A while back I found a deficient implementation of #match:. Blaine and I decided to write a nicer one. At first, we went over the basic idea of why #match: works. We found that the pattern can be broken into pieces, like this:
Then we decided to do something that sounded loudly inefficient. We decided we'd parse the pattern, break it up into two kinds of tokens, and then let another object match tokens to the string. The tokens would be either the star, or stuff that needs to be matched exactly.
Once we were done, we were surprised to see that on slower hardware, parsing and then matching was ~3 times faster than the deficient version. What was killer was that since each token knew its identity there was no need for, you know, aCharacter == $* and that kind of stuff. No ifTrue:/ifFalse:.
Then we ran the profiler and found that because we supported using ? inside the textual tokens to match any single character... read this:
about 50% of the time was spent in Character>>==.

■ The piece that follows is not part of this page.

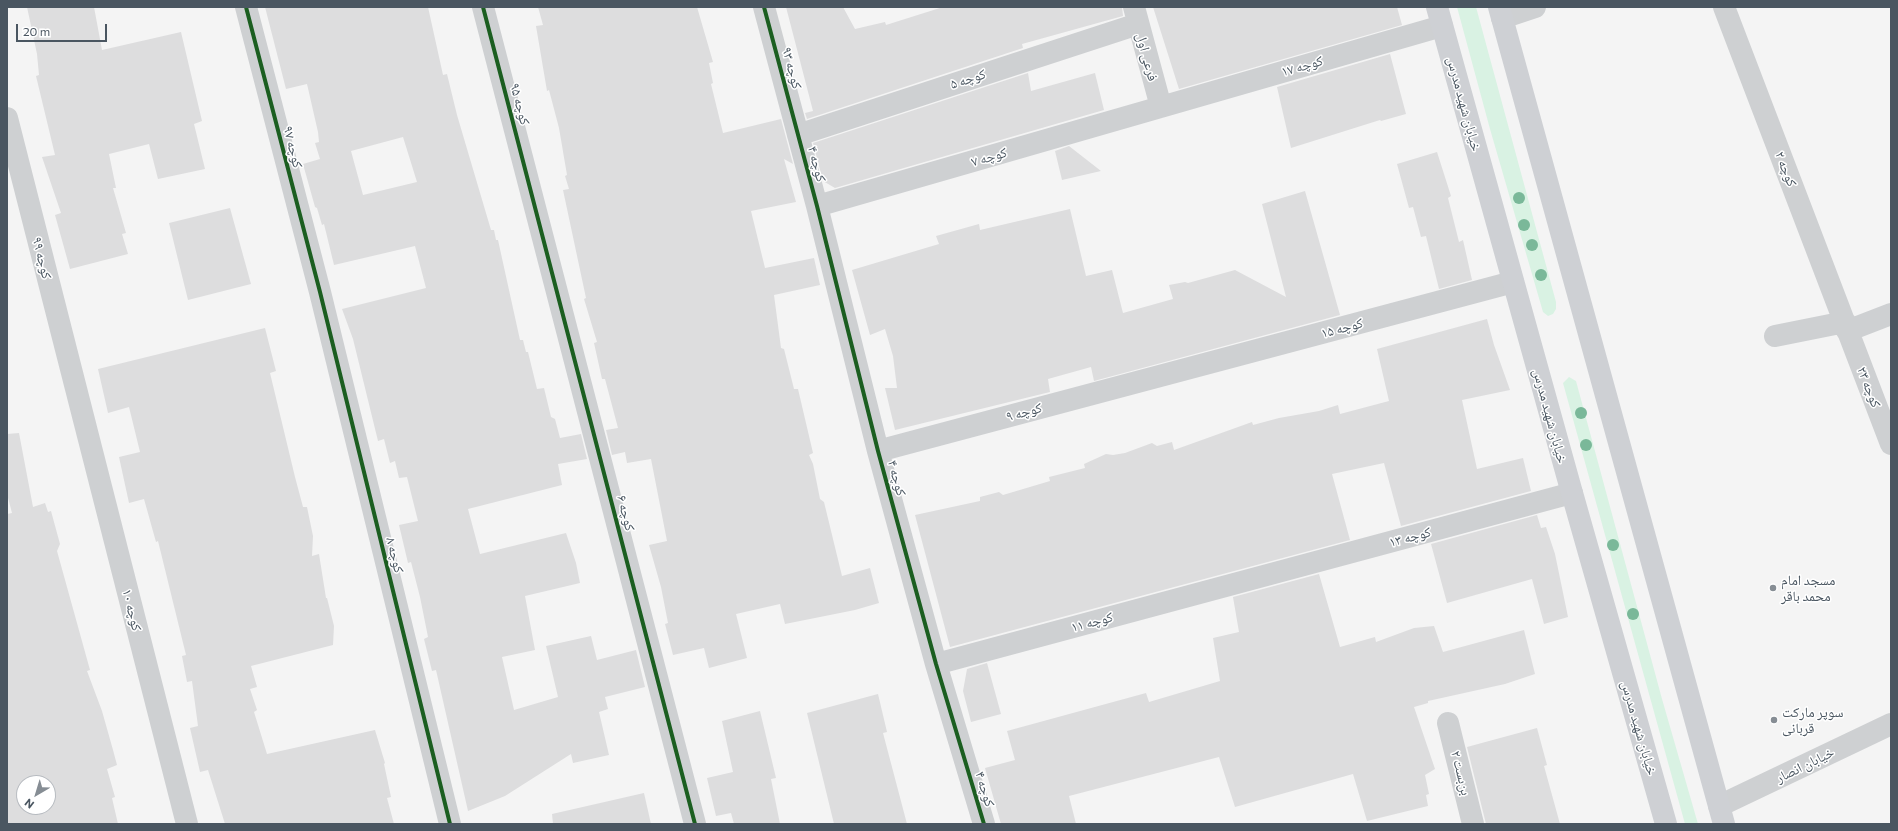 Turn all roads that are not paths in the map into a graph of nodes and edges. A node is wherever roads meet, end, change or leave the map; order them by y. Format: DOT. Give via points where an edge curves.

Even though this could seem like a good thing, we were not happy. So we subclassed our abstract token class and created PoundToken (the others were StarToken and MatchToken). We changed the parser, blablabla, and even though the parser did more work, the thing went twice as fast!
Insanely fast, actually. It was only 3 times slower than VW's #match: implementation.
After we wrote the parsing version of #match:, I inlined the whole thing into a single method to see how it would compare to VW's code. It was about 2% slower, but the code was much more readable.
Lesson 1: it is much faster to avoid checking + ifTrue:/ifFalse: to begin with by creating a class --- even if the check is for identity.
Lesson 2: don't inline your algorithm 9 times before you get it right, and then leave the non-inlined version around.
Incidentally, yes: PoundToken and StarToken were singletons.